[Saved entries]
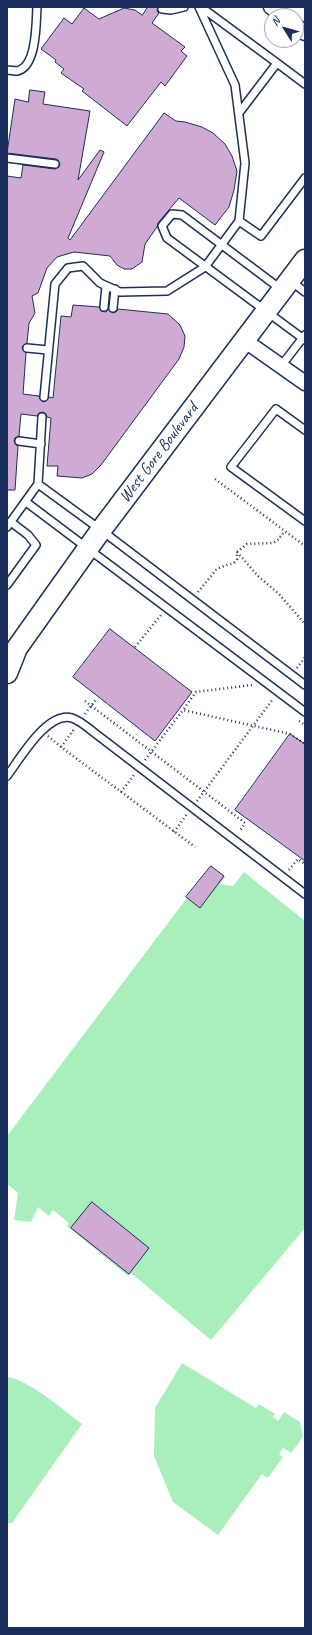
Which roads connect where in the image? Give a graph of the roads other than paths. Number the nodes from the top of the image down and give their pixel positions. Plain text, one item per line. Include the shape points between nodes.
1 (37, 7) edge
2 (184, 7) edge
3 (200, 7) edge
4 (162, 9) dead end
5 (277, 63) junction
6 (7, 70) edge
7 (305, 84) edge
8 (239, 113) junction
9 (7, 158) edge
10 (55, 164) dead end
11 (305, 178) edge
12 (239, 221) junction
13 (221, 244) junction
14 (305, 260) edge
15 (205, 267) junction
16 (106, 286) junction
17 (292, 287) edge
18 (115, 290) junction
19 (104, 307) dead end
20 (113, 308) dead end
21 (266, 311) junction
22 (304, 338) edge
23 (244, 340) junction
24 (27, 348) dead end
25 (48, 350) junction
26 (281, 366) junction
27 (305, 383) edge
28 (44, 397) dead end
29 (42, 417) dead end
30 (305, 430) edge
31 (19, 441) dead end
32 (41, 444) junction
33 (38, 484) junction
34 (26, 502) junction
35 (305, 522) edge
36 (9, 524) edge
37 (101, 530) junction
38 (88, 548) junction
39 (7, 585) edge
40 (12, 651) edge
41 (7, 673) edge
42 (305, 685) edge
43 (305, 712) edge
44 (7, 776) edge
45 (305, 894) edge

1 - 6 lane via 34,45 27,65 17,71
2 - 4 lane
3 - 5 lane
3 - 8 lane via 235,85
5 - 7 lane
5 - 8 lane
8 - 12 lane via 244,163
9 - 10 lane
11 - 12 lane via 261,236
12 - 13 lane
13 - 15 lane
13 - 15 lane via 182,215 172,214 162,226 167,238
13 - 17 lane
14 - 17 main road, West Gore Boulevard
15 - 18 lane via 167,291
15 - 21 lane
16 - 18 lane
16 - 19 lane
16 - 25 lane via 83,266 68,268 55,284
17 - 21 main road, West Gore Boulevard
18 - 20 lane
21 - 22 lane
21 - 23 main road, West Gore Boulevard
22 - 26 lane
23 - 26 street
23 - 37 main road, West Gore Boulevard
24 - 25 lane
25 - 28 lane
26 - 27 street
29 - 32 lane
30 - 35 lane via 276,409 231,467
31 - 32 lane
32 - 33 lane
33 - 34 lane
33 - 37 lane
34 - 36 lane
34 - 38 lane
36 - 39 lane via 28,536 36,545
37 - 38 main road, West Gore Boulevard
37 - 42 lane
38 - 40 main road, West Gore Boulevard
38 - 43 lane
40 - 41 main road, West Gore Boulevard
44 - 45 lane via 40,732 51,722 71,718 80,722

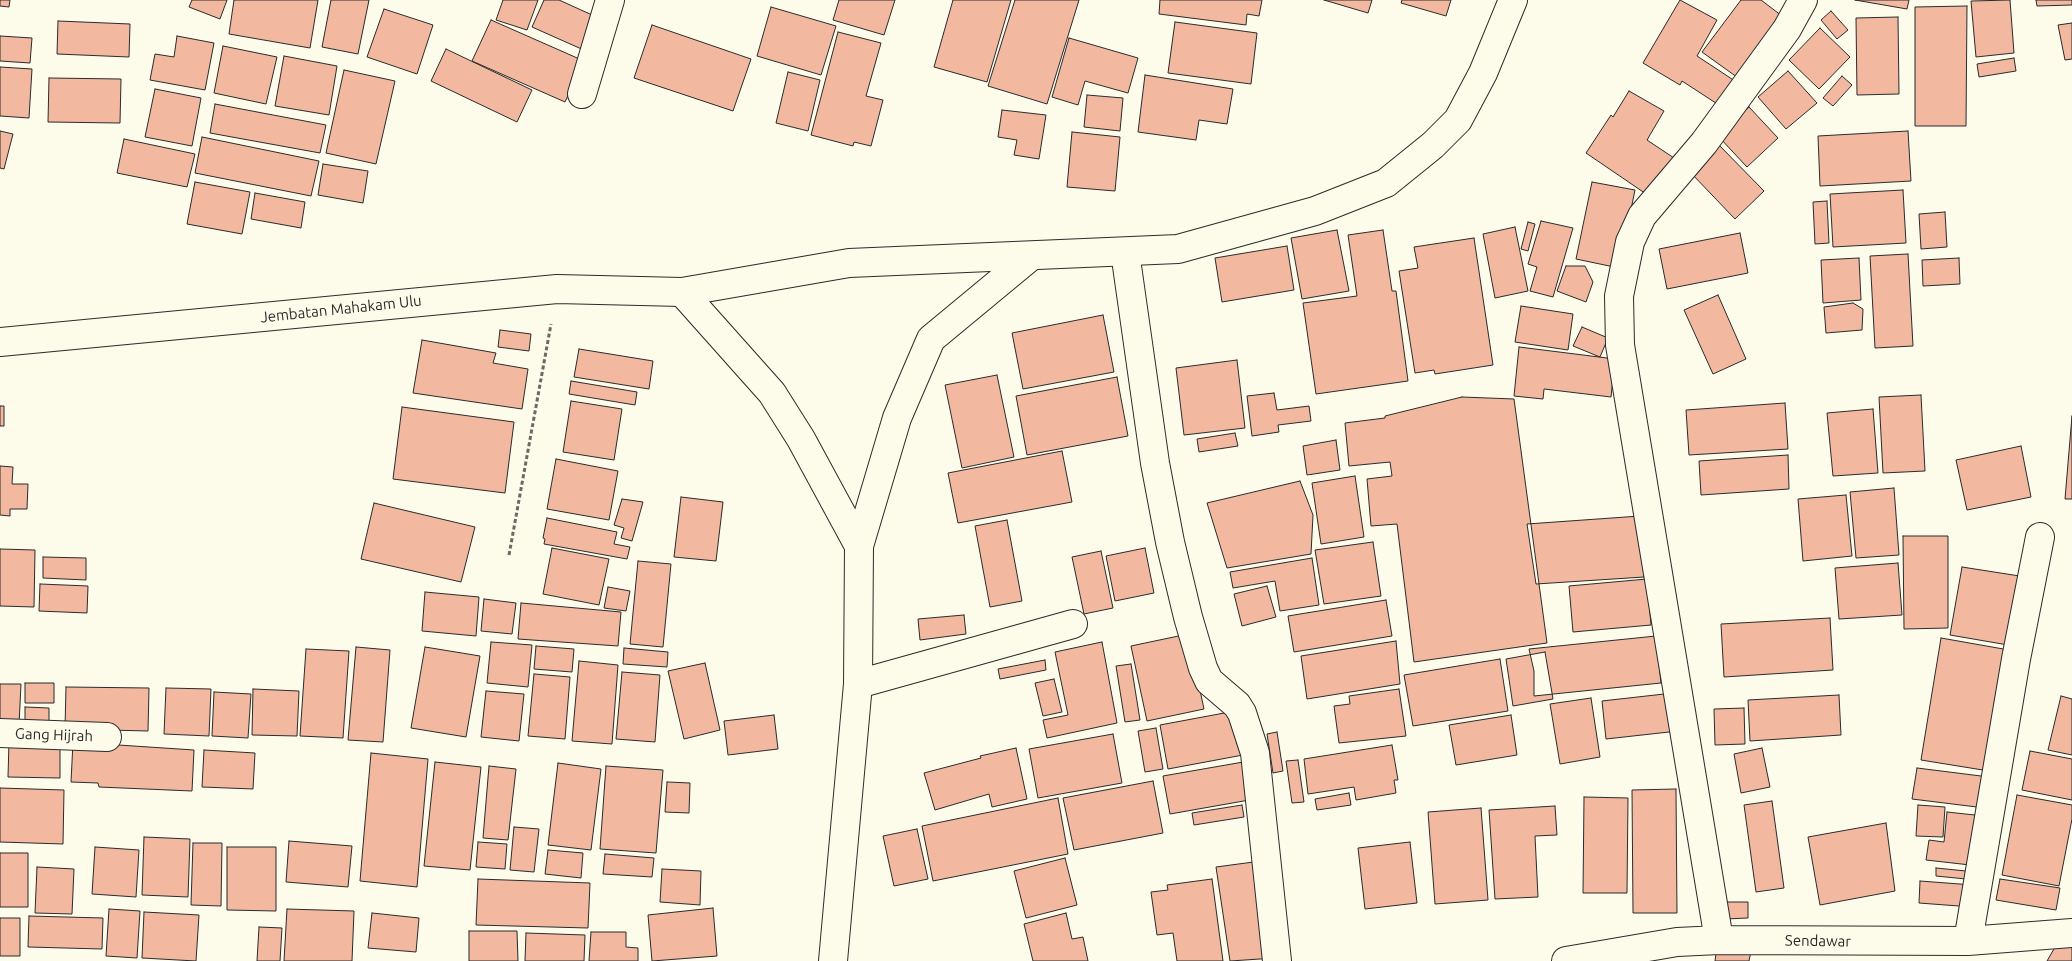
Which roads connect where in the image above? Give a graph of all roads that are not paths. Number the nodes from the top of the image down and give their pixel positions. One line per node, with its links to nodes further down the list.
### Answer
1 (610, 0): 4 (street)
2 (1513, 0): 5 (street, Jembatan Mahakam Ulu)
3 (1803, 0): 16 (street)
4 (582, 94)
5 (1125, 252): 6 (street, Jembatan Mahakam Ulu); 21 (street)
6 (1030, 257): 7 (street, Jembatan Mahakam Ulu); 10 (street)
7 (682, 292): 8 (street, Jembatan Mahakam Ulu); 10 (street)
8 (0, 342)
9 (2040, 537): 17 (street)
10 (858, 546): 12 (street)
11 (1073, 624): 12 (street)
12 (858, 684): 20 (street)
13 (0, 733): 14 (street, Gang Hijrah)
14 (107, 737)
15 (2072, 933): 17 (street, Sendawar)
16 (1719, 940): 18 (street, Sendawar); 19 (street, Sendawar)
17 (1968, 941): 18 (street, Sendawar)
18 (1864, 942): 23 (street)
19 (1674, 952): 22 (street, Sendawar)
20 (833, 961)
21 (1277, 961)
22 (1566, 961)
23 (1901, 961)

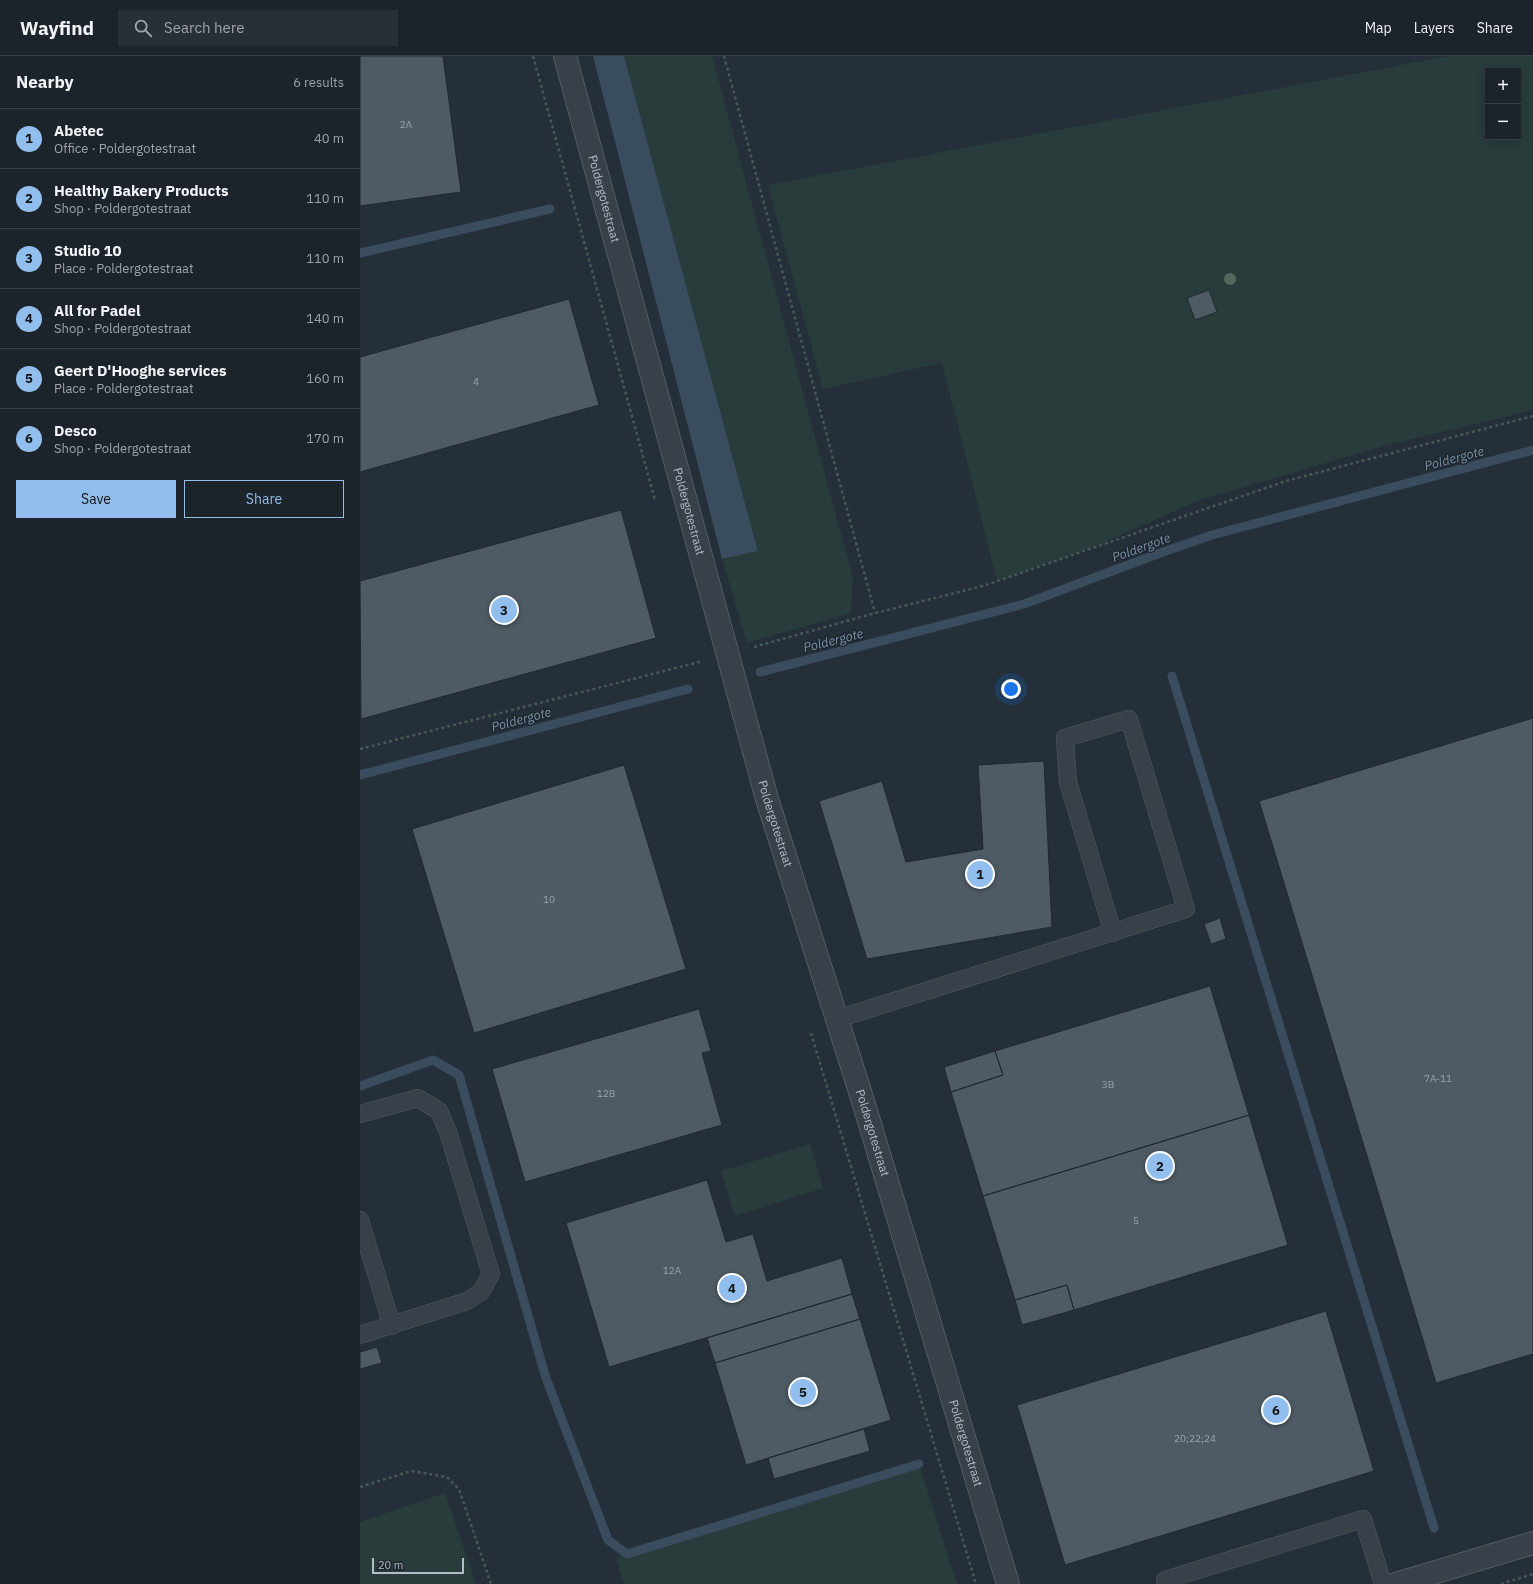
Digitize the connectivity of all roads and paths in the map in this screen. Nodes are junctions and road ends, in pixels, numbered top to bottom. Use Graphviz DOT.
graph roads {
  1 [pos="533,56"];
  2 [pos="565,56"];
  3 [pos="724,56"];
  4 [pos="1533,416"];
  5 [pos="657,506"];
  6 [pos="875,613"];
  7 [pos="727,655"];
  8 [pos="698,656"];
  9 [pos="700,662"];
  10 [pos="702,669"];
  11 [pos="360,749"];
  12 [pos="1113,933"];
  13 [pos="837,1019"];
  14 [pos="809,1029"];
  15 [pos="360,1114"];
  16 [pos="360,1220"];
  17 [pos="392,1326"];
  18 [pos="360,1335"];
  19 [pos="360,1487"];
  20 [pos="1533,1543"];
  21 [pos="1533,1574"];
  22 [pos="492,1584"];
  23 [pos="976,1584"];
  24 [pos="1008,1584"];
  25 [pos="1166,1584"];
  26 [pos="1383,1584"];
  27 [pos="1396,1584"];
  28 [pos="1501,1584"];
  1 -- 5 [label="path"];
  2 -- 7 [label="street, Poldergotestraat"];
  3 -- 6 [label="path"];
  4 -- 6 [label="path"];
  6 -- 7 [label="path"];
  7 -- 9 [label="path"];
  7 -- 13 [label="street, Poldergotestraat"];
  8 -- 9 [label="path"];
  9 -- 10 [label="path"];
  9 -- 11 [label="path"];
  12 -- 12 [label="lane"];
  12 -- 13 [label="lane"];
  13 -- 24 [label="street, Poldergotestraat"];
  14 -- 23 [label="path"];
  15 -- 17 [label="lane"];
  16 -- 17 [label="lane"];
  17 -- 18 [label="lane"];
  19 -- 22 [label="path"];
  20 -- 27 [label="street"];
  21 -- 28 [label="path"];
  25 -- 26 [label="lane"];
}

What you are asked to do: The data above needs to be retyped exactly, with the images left out.

Solution to this problem:
Which roads connect where in the image? Give a graph of the roads other than paths. Number the nodes from the top of the image down and give their pixel positions. Plain text, one item per line. Include the shape points between nodes.
1 (37, 7) edge
2 (184, 7) edge
3 (200, 7) edge
4 (162, 9) dead end
5 (277, 63) junction
6 (7, 70) edge
7 (305, 84) edge
8 (239, 113) junction
9 (7, 158) edge
10 (55, 164) dead end
11 (305, 178) edge
12 (239, 221) junction
13 (221, 244) junction
14 (305, 260) edge
15 (205, 267) junction
16 (106, 286) junction
17 (292, 287) edge
18 (115, 290) junction
19 (104, 307) dead end
20 (113, 308) dead end
21 (266, 311) junction
22 (304, 338) edge
23 (244, 340) junction
24 (27, 348) dead end
25 (48, 350) junction
26 (281, 366) junction
27 (305, 383) edge
28 (44, 397) dead end
29 (42, 417) dead end
30 (305, 430) edge
31 (19, 441) dead end
32 (41, 444) junction
33 (38, 484) junction
34 (26, 502) junction
35 (305, 522) edge
36 (9, 524) edge
37 (101, 530) junction
38 (88, 548) junction
39 (7, 585) edge
40 (12, 651) edge
41 (7, 673) edge
42 (305, 685) edge
43 (305, 712) edge
44 (7, 776) edge
45 (305, 894) edge

1 - 6 lane via 34,45 27,65 17,71
2 - 4 lane
3 - 5 lane
3 - 8 lane via 235,85
5 - 7 lane
5 - 8 lane
8 - 12 lane via 244,163
9 - 10 lane
11 - 12 lane via 261,236
12 - 13 lane
13 - 15 lane
13 - 15 lane via 182,215 172,214 162,226 167,238
13 - 17 lane
14 - 17 main road, West Gore Boulevard
15 - 18 lane via 167,291
15 - 21 lane
16 - 18 lane
16 - 19 lane
16 - 25 lane via 83,266 68,268 55,284
17 - 21 main road, West Gore Boulevard
18 - 20 lane
21 - 22 lane
21 - 23 main road, West Gore Boulevard
22 - 26 lane
23 - 26 street
23 - 37 main road, West Gore Boulevard
24 - 25 lane
25 - 28 lane
26 - 27 street
29 - 32 lane
30 - 35 lane via 276,409 231,467
31 - 32 lane
32 - 33 lane
33 - 34 lane
33 - 37 lane
34 - 36 lane
34 - 38 lane
36 - 39 lane via 28,536 36,545
37 - 38 main road, West Gore Boulevard
37 - 42 lane
38 - 40 main road, West Gore Boulevard
38 - 43 lane
40 - 41 main road, West Gore Boulevard
44 - 45 lane via 40,732 51,722 71,718 80,722

Which roads connect where in the image above? Give a graph of all roads that are not paths. Number the nodes from the top of the image down and give their pixel positions. One line per node, with its links to nodes further down the list.
### Answer
1 (610, 0): 4 (street)
2 (1513, 0): 5 (street, Jembatan Mahakam Ulu)
3 (1803, 0): 16 (street)
4 (582, 94)
5 (1125, 252): 6 (street, Jembatan Mahakam Ulu); 21 (street)
6 (1030, 257): 7 (street, Jembatan Mahakam Ulu); 10 (street)
7 (682, 292): 8 (street, Jembatan Mahakam Ulu); 10 (street)
8 (0, 342)
9 (2040, 537): 17 (street)
10 (858, 546): 12 (street)
11 (1073, 624): 12 (street)
12 (858, 684): 20 (street)
13 (0, 733): 14 (street, Gang Hijrah)
14 (107, 737)
15 (2072, 933): 17 (street, Sendawar)
16 (1719, 940): 18 (street, Sendawar); 19 (street, Sendawar)
17 (1968, 941): 18 (street, Sendawar)
18 (1864, 942): 23 (street)
19 (1674, 952): 22 (street, Sendawar)
20 (833, 961)
21 (1277, 961)
22 (1566, 961)
23 (1901, 961)

Digitize the connectivity of all roads and paths in the map in this screen. Nodes are junctions and road ends, in pixels, numbered top to bottom. Use Graphviz DOT.
graph roads {
  1 [pos="533,56"];
  2 [pos="565,56"];
  3 [pos="724,56"];
  4 [pos="1533,416"];
  5 [pos="657,506"];
  6 [pos="875,613"];
  7 [pos="727,655"];
  8 [pos="698,656"];
  9 [pos="700,662"];
  10 [pos="702,669"];
  11 [pos="360,749"];
  12 [pos="1113,933"];
  13 [pos="837,1019"];
  14 [pos="809,1029"];
  15 [pos="360,1114"];
  16 [pos="360,1220"];
  17 [pos="392,1326"];
  18 [pos="360,1335"];
  19 [pos="360,1487"];
  20 [pos="1533,1543"];
  21 [pos="1533,1574"];
  22 [pos="492,1584"];
  23 [pos="976,1584"];
  24 [pos="1008,1584"];
  25 [pos="1166,1584"];
  26 [pos="1383,1584"];
  27 [pos="1396,1584"];
  28 [pos="1501,1584"];
  1 -- 5 [label="path"];
  2 -- 7 [label="street, Poldergotestraat"];
  3 -- 6 [label="path"];
  4 -- 6 [label="path"];
  6 -- 7 [label="path"];
  7 -- 9 [label="path"];
  7 -- 13 [label="street, Poldergotestraat"];
  8 -- 9 [label="path"];
  9 -- 10 [label="path"];
  9 -- 11 [label="path"];
  12 -- 12 [label="lane"];
  12 -- 13 [label="lane"];
  13 -- 24 [label="street, Poldergotestraat"];
  14 -- 23 [label="path"];
  15 -- 17 [label="lane"];
  16 -- 17 [label="lane"];
  17 -- 18 [label="lane"];
  19 -- 22 [label="path"];
  20 -- 27 [label="street"];
  21 -- 28 [label="path"];
  25 -- 26 [label="lane"];
}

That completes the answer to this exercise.